■ Data records ■
□ □ □ □ □ □ □
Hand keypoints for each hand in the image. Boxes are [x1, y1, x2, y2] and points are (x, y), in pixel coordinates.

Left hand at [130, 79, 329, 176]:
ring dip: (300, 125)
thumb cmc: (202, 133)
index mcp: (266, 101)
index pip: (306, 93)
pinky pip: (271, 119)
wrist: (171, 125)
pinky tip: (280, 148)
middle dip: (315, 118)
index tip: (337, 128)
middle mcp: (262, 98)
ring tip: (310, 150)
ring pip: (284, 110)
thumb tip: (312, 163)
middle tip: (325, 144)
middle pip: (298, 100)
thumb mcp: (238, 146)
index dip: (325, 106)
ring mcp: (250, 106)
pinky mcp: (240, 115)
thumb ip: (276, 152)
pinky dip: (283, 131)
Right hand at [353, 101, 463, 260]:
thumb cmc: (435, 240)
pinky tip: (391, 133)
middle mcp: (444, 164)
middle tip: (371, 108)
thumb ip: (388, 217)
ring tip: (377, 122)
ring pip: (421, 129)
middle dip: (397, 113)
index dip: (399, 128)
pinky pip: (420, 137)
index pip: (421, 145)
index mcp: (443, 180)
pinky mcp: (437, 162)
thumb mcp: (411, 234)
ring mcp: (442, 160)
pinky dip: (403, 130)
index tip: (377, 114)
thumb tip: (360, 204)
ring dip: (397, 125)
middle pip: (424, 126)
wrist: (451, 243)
□ □ □ □ □ □ □
■ What you have to do ■
Would you output every line of the listing exactly as given?

■ Output for this task ■
Hand keypoints for each hand in the image. Boxes are [x1, y1, x2, y2] and points are (x, y), in pixel coordinates.

Left hand at [130, 79, 329, 176]:
ring dip: (300, 125)
thumb cmc: (202, 133)
index mcp: (266, 101)
index pip: (306, 93)
pinky pip: (271, 119)
wrist: (171, 125)
pinky tip: (280, 148)
middle dip: (315, 118)
index tip: (337, 128)
middle mcp: (262, 98)
ring tip: (310, 150)
ring pip: (284, 110)
thumb tip: (312, 163)
middle tip: (325, 144)
middle pip: (298, 100)
thumb mcp: (238, 146)
index dip: (325, 106)
ring mcp: (250, 106)
pinky mcp: (240, 115)
thumb ip: (276, 152)
pinky dip: (283, 131)
Right hand at [353, 101, 463, 260]:
thumb cmc: (435, 240)
pinky tip: (391, 133)
middle mcp: (444, 164)
middle tip: (371, 108)
thumb ip: (388, 217)
ring tip: (377, 122)
ring pip: (421, 129)
middle dip: (397, 113)
index dip: (399, 128)
pinky pip: (420, 137)
index pip: (421, 145)
index mcp: (443, 180)
pinky mcp: (437, 162)
thumb mcp: (411, 234)
ring mcp: (442, 160)
pinky dip: (403, 130)
index tip: (377, 114)
thumb tip: (360, 204)
ring dip: (397, 125)
middle pip: (424, 126)
wrist: (451, 243)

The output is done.